Copy each line that contains the string "joined", taking them from the material.

* _PROVIDED ENTRIES_
━━━━━━━━━━

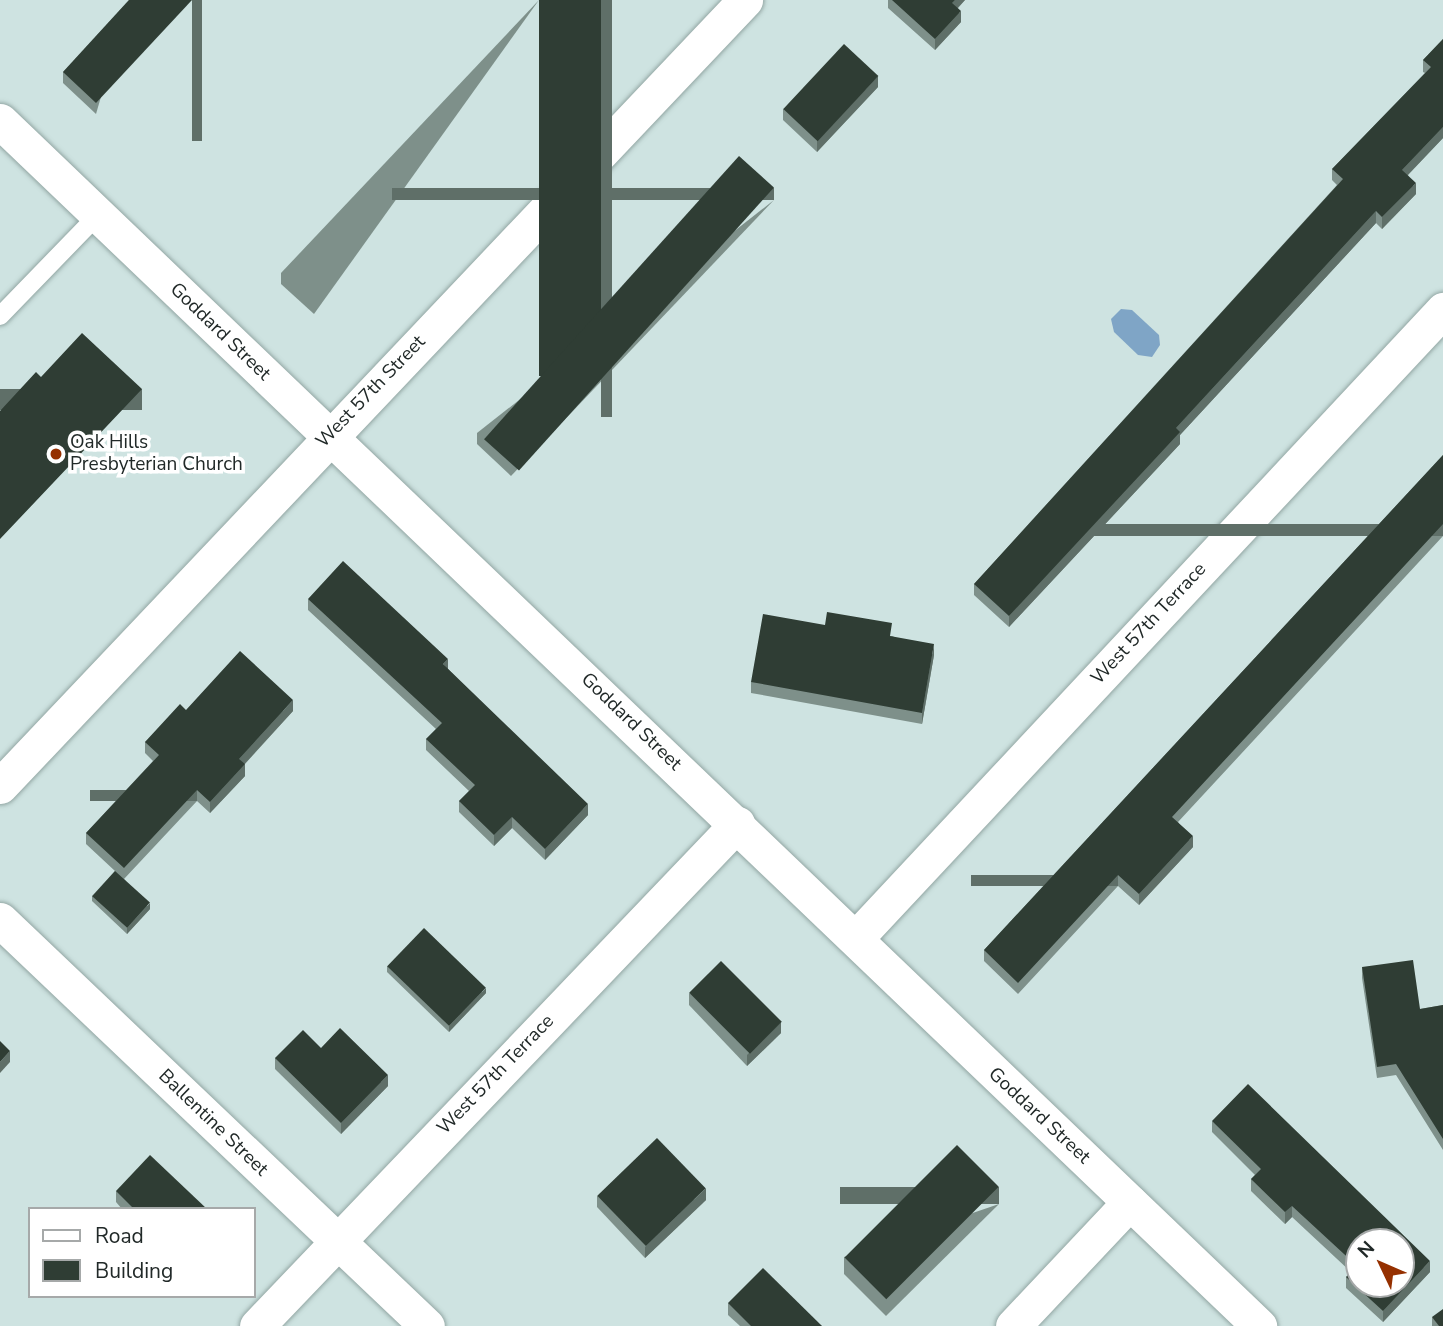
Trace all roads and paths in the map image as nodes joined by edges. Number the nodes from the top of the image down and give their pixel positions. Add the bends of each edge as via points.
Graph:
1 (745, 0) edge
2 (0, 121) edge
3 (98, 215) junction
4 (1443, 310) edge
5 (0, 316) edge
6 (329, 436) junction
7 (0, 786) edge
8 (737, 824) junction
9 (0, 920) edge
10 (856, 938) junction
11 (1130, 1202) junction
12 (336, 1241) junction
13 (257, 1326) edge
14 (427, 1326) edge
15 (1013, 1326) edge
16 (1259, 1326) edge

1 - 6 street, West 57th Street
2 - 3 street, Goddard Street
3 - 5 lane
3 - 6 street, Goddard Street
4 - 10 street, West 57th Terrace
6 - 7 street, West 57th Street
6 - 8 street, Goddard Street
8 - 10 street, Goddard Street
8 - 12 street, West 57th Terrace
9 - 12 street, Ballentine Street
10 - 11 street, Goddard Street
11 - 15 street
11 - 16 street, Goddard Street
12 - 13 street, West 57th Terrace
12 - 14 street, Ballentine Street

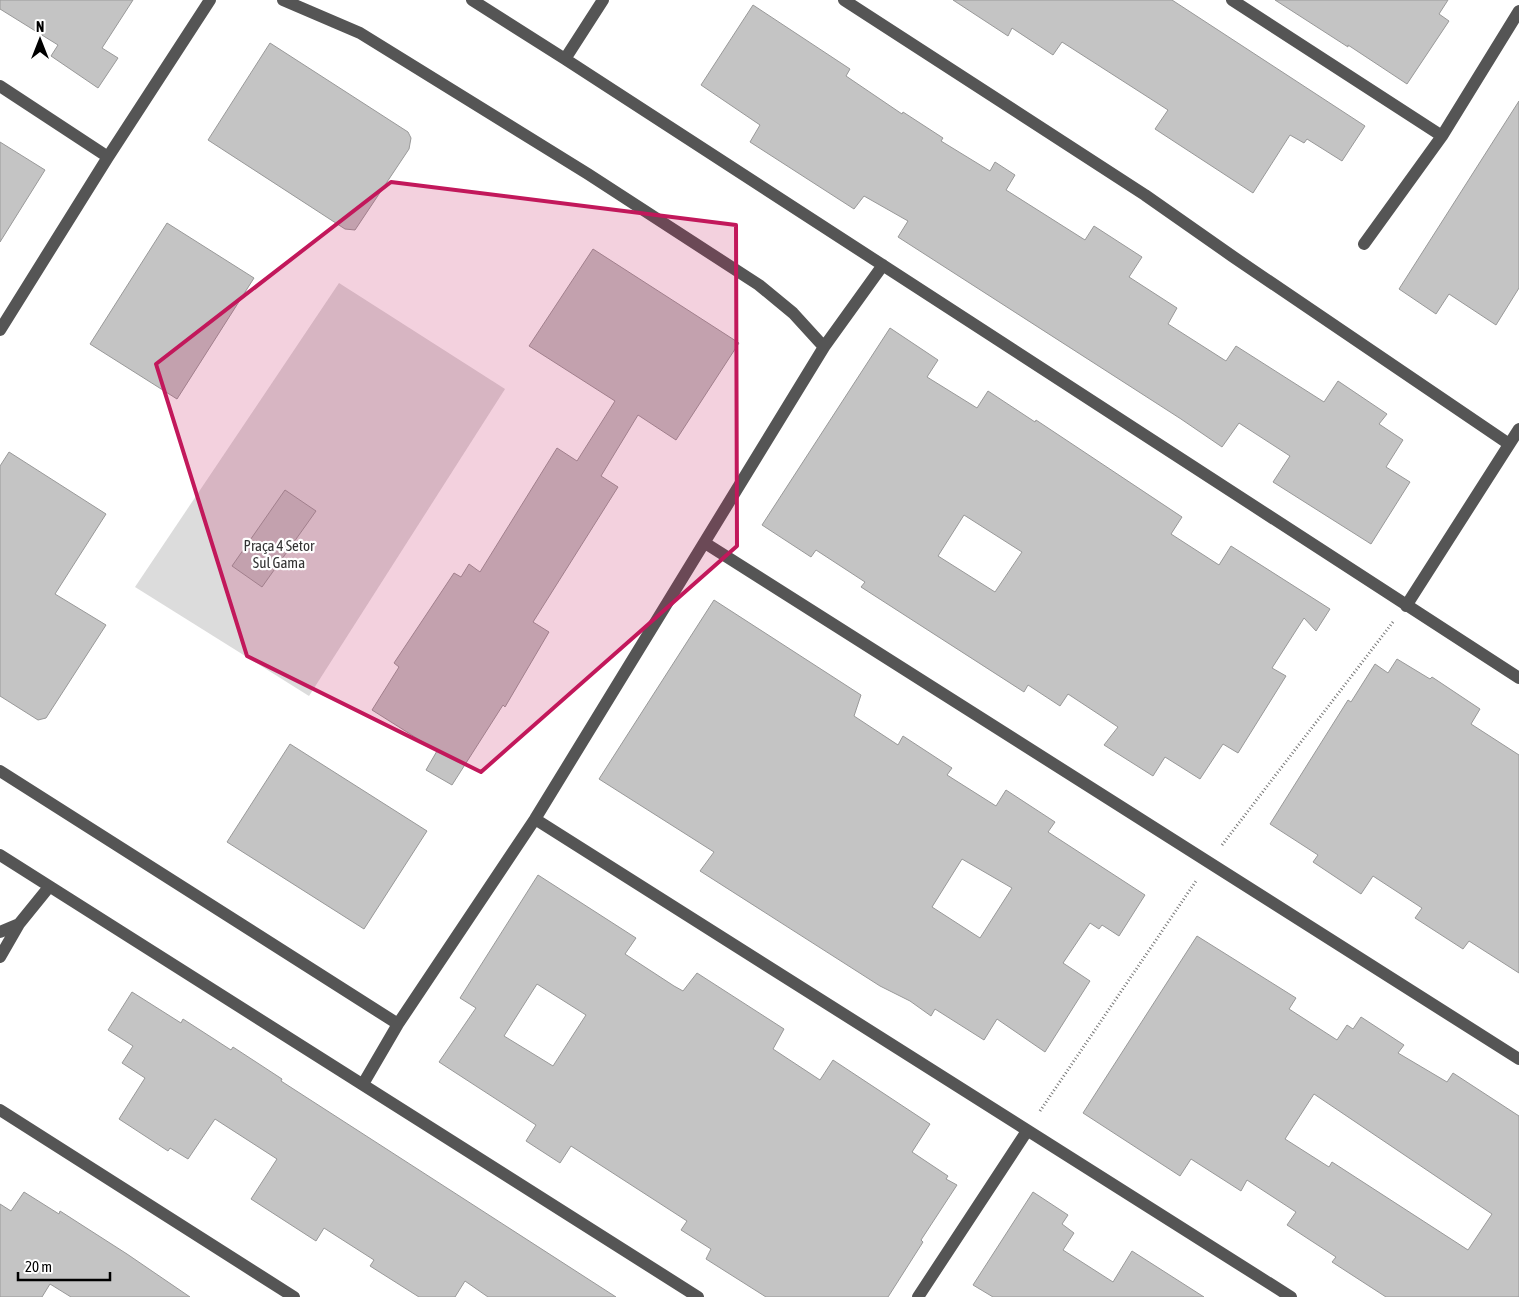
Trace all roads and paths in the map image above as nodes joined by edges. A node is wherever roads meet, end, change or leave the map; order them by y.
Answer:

━━━━━━━━━━

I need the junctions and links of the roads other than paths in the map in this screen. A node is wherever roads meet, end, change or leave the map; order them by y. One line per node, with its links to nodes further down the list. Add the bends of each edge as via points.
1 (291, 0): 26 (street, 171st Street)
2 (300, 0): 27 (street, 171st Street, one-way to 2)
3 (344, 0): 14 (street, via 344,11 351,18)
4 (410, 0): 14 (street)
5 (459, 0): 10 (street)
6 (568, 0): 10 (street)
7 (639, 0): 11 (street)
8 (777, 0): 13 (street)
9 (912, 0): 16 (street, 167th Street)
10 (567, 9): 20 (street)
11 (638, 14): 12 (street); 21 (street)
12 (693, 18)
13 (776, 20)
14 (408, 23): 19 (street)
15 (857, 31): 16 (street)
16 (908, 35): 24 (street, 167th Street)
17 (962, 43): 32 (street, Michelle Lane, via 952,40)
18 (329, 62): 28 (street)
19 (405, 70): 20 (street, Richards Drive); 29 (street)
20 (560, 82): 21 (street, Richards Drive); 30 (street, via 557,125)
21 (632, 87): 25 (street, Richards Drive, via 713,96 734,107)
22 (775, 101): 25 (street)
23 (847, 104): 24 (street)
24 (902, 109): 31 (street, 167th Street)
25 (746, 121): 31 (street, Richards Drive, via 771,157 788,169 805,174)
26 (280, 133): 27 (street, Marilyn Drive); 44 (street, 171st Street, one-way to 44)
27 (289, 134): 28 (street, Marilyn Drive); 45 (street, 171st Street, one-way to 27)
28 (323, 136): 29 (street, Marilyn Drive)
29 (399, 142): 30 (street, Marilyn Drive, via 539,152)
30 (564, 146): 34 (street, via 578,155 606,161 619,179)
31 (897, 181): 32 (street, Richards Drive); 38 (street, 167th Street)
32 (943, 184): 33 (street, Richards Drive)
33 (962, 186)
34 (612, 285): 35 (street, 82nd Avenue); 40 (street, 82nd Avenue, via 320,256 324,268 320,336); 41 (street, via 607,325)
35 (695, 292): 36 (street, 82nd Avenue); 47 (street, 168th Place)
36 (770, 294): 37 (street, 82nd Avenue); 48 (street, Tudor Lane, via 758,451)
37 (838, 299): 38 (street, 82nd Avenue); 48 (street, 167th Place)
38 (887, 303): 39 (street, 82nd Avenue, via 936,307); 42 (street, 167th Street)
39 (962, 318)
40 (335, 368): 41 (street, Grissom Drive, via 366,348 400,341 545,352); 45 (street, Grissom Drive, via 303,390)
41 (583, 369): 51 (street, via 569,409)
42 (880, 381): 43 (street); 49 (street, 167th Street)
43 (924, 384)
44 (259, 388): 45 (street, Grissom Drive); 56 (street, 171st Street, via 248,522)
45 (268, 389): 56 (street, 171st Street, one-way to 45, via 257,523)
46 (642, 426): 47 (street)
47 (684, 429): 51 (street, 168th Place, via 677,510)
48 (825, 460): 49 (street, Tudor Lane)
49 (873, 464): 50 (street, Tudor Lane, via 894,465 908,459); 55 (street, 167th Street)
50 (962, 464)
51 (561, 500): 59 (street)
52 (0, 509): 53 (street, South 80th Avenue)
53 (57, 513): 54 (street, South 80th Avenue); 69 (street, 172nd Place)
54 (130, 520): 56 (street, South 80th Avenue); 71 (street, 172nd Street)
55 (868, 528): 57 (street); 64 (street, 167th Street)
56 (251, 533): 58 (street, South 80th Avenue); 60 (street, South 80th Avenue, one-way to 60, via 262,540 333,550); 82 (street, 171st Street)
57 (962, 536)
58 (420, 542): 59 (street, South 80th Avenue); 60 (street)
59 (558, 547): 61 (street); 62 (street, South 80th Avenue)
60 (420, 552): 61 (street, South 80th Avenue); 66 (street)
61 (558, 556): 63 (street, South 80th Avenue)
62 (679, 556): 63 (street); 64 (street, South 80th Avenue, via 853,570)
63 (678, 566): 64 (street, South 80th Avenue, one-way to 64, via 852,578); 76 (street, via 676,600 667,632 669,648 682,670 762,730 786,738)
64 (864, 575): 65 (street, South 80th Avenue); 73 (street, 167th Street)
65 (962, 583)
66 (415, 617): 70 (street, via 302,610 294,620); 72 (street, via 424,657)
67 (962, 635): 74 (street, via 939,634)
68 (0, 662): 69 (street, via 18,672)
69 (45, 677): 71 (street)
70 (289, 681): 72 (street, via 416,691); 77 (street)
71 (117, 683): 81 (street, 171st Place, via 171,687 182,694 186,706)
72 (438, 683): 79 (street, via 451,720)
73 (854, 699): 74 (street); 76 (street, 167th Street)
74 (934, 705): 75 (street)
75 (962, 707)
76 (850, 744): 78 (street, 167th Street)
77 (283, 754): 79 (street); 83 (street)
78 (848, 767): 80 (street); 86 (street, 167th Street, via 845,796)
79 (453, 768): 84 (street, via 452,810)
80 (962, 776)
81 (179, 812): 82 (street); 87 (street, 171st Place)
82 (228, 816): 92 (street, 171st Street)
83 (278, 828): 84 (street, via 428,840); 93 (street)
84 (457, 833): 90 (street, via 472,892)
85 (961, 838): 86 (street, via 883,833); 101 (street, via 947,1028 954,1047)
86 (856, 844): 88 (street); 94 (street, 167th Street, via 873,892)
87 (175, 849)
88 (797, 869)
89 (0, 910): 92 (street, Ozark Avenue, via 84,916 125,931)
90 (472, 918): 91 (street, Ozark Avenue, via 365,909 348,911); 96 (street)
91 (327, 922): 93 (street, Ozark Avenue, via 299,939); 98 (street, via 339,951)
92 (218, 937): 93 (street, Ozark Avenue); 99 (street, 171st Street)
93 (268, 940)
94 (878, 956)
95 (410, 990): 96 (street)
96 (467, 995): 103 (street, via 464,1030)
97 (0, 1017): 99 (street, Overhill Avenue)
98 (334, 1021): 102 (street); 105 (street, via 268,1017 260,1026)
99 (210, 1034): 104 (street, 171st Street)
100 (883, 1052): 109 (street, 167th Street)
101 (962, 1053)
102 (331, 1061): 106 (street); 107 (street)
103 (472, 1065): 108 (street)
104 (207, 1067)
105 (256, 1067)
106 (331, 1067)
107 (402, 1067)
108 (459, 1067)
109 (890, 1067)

━━━━━━━━━━

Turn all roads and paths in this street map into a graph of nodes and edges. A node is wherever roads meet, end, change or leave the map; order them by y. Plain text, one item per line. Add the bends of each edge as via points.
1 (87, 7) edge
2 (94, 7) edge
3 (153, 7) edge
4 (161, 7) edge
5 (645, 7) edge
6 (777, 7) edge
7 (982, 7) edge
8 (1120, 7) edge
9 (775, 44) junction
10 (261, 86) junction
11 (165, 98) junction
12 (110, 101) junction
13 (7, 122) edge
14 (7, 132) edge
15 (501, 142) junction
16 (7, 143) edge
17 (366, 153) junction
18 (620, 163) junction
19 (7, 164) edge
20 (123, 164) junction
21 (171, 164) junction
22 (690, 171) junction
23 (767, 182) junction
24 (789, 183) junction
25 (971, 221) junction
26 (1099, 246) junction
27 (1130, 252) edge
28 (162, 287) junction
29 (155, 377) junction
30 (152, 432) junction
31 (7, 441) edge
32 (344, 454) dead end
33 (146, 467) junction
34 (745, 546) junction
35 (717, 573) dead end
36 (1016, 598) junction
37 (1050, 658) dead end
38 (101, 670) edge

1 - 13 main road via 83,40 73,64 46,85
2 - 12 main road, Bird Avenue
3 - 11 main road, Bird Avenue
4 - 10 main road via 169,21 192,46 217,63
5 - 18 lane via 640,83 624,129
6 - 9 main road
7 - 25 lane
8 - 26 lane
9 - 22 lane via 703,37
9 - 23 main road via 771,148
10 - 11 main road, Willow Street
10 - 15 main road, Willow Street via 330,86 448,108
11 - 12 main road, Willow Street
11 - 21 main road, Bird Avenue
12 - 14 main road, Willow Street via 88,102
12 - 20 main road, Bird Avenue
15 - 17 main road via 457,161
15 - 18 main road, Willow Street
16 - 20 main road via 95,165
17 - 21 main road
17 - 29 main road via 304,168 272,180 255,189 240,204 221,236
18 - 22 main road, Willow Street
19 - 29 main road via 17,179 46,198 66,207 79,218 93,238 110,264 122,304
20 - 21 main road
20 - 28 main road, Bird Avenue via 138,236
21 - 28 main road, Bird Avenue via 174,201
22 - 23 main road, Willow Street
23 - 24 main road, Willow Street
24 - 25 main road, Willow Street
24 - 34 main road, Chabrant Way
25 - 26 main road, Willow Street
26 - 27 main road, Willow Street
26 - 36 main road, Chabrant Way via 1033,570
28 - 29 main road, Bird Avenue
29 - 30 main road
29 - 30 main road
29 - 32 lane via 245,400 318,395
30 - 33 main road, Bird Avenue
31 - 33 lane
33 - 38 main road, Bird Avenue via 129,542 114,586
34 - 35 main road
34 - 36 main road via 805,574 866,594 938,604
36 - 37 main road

━━━━━━━━━━

* _PROBLEM SOLUTION_
Trace all roads and paths in the map image as nodes joined by edges. Number the nodes from the top of the image down and give their pixel positions. Add the bends of each edge as via points.
Trace all roads and paths in the map image above as nodes joined by edges. A node is wherever roads meet, end, change or leave the map; order them by y.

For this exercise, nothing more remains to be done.